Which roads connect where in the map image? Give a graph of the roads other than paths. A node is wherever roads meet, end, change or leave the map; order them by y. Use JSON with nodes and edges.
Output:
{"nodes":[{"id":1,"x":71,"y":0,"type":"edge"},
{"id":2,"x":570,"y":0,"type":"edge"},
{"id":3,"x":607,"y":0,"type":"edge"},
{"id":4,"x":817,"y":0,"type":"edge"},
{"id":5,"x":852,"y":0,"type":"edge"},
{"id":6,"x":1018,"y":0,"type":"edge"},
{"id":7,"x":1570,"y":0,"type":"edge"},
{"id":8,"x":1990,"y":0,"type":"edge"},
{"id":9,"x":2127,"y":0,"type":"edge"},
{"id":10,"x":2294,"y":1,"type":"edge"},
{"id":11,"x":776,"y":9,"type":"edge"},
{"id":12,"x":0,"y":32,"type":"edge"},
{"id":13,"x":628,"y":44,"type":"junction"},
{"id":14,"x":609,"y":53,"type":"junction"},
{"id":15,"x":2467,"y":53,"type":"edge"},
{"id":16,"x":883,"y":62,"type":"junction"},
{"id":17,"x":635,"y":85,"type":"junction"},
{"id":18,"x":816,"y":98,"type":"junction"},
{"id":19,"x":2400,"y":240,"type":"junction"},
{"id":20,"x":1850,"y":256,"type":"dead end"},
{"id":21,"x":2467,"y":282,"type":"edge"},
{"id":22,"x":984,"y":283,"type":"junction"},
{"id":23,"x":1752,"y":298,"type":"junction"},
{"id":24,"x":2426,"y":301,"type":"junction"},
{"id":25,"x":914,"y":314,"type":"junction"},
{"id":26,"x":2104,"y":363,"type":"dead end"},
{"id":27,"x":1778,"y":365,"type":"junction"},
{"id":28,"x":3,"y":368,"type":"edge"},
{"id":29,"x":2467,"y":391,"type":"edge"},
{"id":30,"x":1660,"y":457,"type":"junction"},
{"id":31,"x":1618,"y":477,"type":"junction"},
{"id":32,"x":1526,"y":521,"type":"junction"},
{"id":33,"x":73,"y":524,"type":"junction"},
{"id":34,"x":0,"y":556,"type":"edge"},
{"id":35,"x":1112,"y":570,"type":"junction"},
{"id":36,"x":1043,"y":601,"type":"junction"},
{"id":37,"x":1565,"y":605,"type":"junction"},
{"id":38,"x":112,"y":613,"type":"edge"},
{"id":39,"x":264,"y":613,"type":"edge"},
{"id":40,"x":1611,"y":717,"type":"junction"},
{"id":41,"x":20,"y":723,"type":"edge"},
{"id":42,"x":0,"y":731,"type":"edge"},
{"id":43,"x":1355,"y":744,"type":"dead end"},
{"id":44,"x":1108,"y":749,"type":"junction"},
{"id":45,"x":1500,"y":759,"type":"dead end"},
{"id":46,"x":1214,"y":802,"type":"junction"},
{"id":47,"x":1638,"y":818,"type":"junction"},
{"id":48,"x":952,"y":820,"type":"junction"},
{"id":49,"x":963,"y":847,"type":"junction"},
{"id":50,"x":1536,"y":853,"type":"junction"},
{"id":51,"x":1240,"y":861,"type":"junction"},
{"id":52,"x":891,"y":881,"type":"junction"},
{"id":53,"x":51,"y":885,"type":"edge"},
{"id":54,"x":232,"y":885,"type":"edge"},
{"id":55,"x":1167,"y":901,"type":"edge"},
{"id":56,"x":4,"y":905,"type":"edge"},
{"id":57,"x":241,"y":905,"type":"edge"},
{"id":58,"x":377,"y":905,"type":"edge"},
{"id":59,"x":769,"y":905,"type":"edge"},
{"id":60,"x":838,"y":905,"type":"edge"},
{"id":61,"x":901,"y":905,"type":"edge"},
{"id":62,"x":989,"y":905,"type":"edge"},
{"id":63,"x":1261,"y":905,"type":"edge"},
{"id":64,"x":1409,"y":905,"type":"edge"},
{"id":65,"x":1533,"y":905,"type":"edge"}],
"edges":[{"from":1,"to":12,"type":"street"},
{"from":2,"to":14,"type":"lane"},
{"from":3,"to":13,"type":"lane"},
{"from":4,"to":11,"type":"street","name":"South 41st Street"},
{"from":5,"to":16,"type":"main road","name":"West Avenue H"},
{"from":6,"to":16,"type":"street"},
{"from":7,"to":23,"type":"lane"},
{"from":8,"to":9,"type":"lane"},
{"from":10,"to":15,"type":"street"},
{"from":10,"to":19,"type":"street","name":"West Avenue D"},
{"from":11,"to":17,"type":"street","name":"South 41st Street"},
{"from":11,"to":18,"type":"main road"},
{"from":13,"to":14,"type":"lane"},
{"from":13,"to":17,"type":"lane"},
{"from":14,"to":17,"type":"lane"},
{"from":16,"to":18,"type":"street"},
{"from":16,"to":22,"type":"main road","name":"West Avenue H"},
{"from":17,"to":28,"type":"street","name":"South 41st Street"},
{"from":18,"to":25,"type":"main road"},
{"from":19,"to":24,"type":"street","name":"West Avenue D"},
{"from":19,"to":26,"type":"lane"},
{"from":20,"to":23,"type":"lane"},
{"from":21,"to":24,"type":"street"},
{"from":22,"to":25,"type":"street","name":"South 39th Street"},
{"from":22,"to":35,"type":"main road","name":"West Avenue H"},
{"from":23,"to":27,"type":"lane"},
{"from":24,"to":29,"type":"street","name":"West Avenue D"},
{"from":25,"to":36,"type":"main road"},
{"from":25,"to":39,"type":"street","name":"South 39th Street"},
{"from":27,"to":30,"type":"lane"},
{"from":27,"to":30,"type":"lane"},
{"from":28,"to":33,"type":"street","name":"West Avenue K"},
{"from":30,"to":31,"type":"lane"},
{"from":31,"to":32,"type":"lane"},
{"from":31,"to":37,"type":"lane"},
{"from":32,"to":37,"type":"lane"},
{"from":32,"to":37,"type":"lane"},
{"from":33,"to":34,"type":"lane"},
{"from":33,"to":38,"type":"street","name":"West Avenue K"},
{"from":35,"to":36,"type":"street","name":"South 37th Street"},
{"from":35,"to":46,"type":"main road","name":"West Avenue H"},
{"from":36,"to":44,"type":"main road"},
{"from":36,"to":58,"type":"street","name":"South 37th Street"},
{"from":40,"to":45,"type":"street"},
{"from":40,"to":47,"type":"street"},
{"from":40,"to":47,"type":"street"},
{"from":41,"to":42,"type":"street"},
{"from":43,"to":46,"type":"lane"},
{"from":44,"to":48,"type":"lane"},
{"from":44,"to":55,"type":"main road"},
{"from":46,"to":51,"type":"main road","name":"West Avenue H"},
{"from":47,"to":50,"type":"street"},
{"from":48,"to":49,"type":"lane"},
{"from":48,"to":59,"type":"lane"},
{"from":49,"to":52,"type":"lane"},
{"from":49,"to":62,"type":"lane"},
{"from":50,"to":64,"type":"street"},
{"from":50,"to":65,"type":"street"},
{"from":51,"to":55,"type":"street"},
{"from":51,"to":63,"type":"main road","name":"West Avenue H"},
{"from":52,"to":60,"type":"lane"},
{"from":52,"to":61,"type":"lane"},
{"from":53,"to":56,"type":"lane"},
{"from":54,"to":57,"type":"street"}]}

## ACTIVITY
Nothing should be left out. Reproduce all the entries precisely.

## RESPONSE FOR THIS EXERCISE
Which roads connect where in the map image? Give a graph of the roads other than paths. A node is wherever roads meet, end, change or leave the map; order them by y. Use JSON with nodes and edges.
Output:
{"nodes":[{"id":1,"x":71,"y":0,"type":"edge"},
{"id":2,"x":570,"y":0,"type":"edge"},
{"id":3,"x":607,"y":0,"type":"edge"},
{"id":4,"x":817,"y":0,"type":"edge"},
{"id":5,"x":852,"y":0,"type":"edge"},
{"id":6,"x":1018,"y":0,"type":"edge"},
{"id":7,"x":1570,"y":0,"type":"edge"},
{"id":8,"x":1990,"y":0,"type":"edge"},
{"id":9,"x":2127,"y":0,"type":"edge"},
{"id":10,"x":2294,"y":1,"type":"edge"},
{"id":11,"x":776,"y":9,"type":"edge"},
{"id":12,"x":0,"y":32,"type":"edge"},
{"id":13,"x":628,"y":44,"type":"junction"},
{"id":14,"x":609,"y":53,"type":"junction"},
{"id":15,"x":2467,"y":53,"type":"edge"},
{"id":16,"x":883,"y":62,"type":"junction"},
{"id":17,"x":635,"y":85,"type":"junction"},
{"id":18,"x":816,"y":98,"type":"junction"},
{"id":19,"x":2400,"y":240,"type":"junction"},
{"id":20,"x":1850,"y":256,"type":"dead end"},
{"id":21,"x":2467,"y":282,"type":"edge"},
{"id":22,"x":984,"y":283,"type":"junction"},
{"id":23,"x":1752,"y":298,"type":"junction"},
{"id":24,"x":2426,"y":301,"type":"junction"},
{"id":25,"x":914,"y":314,"type":"junction"},
{"id":26,"x":2104,"y":363,"type":"dead end"},
{"id":27,"x":1778,"y":365,"type":"junction"},
{"id":28,"x":3,"y":368,"type":"edge"},
{"id":29,"x":2467,"y":391,"type":"edge"},
{"id":30,"x":1660,"y":457,"type":"junction"},
{"id":31,"x":1618,"y":477,"type":"junction"},
{"id":32,"x":1526,"y":521,"type":"junction"},
{"id":33,"x":73,"y":524,"type":"junction"},
{"id":34,"x":0,"y":556,"type":"edge"},
{"id":35,"x":1112,"y":570,"type":"junction"},
{"id":36,"x":1043,"y":601,"type":"junction"},
{"id":37,"x":1565,"y":605,"type":"junction"},
{"id":38,"x":112,"y":613,"type":"edge"},
{"id":39,"x":264,"y":613,"type":"edge"},
{"id":40,"x":1611,"y":717,"type":"junction"},
{"id":41,"x":20,"y":723,"type":"edge"},
{"id":42,"x":0,"y":731,"type":"edge"},
{"id":43,"x":1355,"y":744,"type":"dead end"},
{"id":44,"x":1108,"y":749,"type":"junction"},
{"id":45,"x":1500,"y":759,"type":"dead end"},
{"id":46,"x":1214,"y":802,"type":"junction"},
{"id":47,"x":1638,"y":818,"type":"junction"},
{"id":48,"x":952,"y":820,"type":"junction"},
{"id":49,"x":963,"y":847,"type":"junction"},
{"id":50,"x":1536,"y":853,"type":"junction"},
{"id":51,"x":1240,"y":861,"type":"junction"},
{"id":52,"x":891,"y":881,"type":"junction"},
{"id":53,"x":51,"y":885,"type":"edge"},
{"id":54,"x":232,"y":885,"type":"edge"},
{"id":55,"x":1167,"y":901,"type":"edge"},
{"id":56,"x":4,"y":905,"type":"edge"},
{"id":57,"x":241,"y":905,"type":"edge"},
{"id":58,"x":377,"y":905,"type":"edge"},
{"id":59,"x":769,"y":905,"type":"edge"},
{"id":60,"x":838,"y":905,"type":"edge"},
{"id":61,"x":901,"y":905,"type":"edge"},
{"id":62,"x":989,"y":905,"type":"edge"},
{"id":63,"x":1261,"y":905,"type":"edge"},
{"id":64,"x":1409,"y":905,"type":"edge"},
{"id":65,"x":1533,"y":905,"type":"edge"}],
"edges":[{"from":1,"to":12,"type":"street"},
{"from":2,"to":14,"type":"lane"},
{"from":3,"to":13,"type":"lane"},
{"from":4,"to":11,"type":"street","name":"South 41st Street"},
{"from":5,"to":16,"type":"main road","name":"West Avenue H"},
{"from":6,"to":16,"type":"street"},
{"from":7,"to":23,"type":"lane"},
{"from":8,"to":9,"type":"lane"},
{"from":10,"to":15,"type":"street"},
{"from":10,"to":19,"type":"street","name":"West Avenue D"},
{"from":11,"to":17,"type":"street","name":"South 41st Street"},
{"from":11,"to":18,"type":"main road"},
{"from":13,"to":14,"type":"lane"},
{"from":13,"to":17,"type":"lane"},
{"from":14,"to":17,"type":"lane"},
{"from":16,"to":18,"type":"street"},
{"from":16,"to":22,"type":"main road","name":"West Avenue H"},
{"from":17,"to":28,"type":"street","name":"South 41st Street"},
{"from":18,"to":25,"type":"main road"},
{"from":19,"to":24,"type":"street","name":"West Avenue D"},
{"from":19,"to":26,"type":"lane"},
{"from":20,"to":23,"type":"lane"},
{"from":21,"to":24,"type":"street"},
{"from":22,"to":25,"type":"street","name":"South 39th Street"},
{"from":22,"to":35,"type":"main road","name":"West Avenue H"},
{"from":23,"to":27,"type":"lane"},
{"from":24,"to":29,"type":"street","name":"West Avenue D"},
{"from":25,"to":36,"type":"main road"},
{"from":25,"to":39,"type":"street","name":"South 39th Street"},
{"from":27,"to":30,"type":"lane"},
{"from":27,"to":30,"type":"lane"},
{"from":28,"to":33,"type":"street","name":"West Avenue K"},
{"from":30,"to":31,"type":"lane"},
{"from":31,"to":32,"type":"lane"},
{"from":31,"to":37,"type":"lane"},
{"from":32,"to":37,"type":"lane"},
{"from":32,"to":37,"type":"lane"},
{"from":33,"to":34,"type":"lane"},
{"from":33,"to":38,"type":"street","name":"West Avenue K"},
{"from":35,"to":36,"type":"street","name":"South 37th Street"},
{"from":35,"to":46,"type":"main road","name":"West Avenue H"},
{"from":36,"to":44,"type":"main road"},
{"from":36,"to":58,"type":"street","name":"South 37th Street"},
{"from":40,"to":45,"type":"street"},
{"from":40,"to":47,"type":"street"},
{"from":40,"to":47,"type":"street"},
{"from":41,"to":42,"type":"street"},
{"from":43,"to":46,"type":"lane"},
{"from":44,"to":48,"type":"lane"},
{"from":44,"to":55,"type":"main road"},
{"from":46,"to":51,"type":"main road","name":"West Avenue H"},
{"from":47,"to":50,"type":"street"},
{"from":48,"to":49,"type":"lane"},
{"from":48,"to":59,"type":"lane"},
{"from":49,"to":52,"type":"lane"},
{"from":49,"to":62,"type":"lane"},
{"from":50,"to":64,"type":"street"},
{"from":50,"to":65,"type":"street"},
{"from":51,"to":55,"type":"street"},
{"from":51,"to":63,"type":"main road","name":"West Avenue H"},
{"from":52,"to":60,"type":"lane"},
{"from":52,"to":61,"type":"lane"},
{"from":53,"to":56,"type":"lane"},
{"from":54,"to":57,"type":"street"}]}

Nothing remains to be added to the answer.